What to produce
In the records that come next, find every line with "dead". Return those lines.

[Saved entries]
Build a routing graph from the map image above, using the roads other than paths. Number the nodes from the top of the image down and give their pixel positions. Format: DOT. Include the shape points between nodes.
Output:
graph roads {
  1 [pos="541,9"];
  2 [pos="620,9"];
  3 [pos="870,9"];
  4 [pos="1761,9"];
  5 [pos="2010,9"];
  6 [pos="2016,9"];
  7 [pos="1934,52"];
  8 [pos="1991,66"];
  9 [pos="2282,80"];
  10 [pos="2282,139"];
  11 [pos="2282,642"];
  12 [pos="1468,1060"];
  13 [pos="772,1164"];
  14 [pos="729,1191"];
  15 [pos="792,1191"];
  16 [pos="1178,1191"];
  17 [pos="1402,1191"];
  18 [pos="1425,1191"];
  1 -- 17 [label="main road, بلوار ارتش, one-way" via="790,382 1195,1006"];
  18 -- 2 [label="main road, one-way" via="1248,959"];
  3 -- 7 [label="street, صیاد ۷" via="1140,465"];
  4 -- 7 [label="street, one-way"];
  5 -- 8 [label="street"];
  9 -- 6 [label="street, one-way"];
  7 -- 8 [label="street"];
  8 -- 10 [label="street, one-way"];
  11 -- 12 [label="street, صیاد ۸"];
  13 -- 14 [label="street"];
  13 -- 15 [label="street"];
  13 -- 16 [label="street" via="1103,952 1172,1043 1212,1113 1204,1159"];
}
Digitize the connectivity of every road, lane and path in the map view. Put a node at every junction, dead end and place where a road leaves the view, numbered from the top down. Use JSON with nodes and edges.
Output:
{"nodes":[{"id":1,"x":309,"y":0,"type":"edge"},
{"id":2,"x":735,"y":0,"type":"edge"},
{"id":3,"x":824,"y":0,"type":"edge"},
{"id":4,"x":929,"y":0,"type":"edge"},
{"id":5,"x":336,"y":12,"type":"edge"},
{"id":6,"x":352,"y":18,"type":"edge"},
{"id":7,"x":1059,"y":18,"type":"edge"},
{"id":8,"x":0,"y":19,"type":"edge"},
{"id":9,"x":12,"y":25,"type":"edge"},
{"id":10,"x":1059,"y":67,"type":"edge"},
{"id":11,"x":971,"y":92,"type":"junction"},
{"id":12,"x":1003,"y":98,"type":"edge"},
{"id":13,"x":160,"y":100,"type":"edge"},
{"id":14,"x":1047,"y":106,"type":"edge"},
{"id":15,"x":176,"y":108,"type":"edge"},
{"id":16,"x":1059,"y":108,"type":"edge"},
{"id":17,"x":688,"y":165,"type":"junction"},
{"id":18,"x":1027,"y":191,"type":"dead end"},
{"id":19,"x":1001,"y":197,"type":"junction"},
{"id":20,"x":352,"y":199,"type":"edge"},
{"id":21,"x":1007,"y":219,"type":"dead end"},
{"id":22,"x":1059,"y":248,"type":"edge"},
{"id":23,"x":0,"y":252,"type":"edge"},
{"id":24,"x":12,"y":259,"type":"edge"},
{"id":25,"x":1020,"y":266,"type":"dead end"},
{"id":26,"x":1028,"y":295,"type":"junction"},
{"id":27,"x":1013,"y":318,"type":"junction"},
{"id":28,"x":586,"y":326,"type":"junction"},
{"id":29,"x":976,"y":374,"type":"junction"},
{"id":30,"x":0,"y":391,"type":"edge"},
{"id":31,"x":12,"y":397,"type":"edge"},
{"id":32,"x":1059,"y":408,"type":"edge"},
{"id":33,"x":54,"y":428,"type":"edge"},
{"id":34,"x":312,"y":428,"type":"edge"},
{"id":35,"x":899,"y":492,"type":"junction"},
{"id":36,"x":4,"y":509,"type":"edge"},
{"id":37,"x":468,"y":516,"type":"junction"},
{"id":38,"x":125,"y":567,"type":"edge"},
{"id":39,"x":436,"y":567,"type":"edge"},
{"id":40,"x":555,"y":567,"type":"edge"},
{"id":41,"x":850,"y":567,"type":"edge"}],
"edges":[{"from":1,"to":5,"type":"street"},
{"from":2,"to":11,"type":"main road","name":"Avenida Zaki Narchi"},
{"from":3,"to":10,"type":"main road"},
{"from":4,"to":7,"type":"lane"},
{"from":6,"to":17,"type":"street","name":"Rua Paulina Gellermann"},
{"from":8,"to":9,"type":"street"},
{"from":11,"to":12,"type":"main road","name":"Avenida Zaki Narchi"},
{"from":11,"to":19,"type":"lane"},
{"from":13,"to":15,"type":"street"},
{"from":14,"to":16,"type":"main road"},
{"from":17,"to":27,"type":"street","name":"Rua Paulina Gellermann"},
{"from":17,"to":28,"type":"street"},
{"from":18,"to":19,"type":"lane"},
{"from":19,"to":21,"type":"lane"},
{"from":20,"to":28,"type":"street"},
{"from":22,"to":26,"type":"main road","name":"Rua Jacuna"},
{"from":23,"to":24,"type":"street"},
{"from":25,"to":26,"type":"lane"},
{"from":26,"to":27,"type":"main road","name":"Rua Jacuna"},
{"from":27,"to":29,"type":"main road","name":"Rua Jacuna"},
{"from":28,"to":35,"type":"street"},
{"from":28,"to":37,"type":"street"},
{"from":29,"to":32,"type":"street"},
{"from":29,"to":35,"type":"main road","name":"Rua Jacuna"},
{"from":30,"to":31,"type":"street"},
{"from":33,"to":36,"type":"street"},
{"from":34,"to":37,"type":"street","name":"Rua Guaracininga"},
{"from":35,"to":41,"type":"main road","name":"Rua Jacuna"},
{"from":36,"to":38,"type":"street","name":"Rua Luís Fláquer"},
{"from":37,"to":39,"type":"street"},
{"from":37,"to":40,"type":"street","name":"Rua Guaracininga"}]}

Solved exercise
Digitize the connectivity of every road, lane and path in the map view. Put a node at every junction, dead end and place where a road leaves the view, numbered from the top down. Use JSON with nodes and edges.
{"id":18,"x":1027,"y":191,"type":"dead end"},
{"id":21,"x":1007,"y":219,"type":"dead end"},
{"id":25,"x":1020,"y":266,"type":"dead end"},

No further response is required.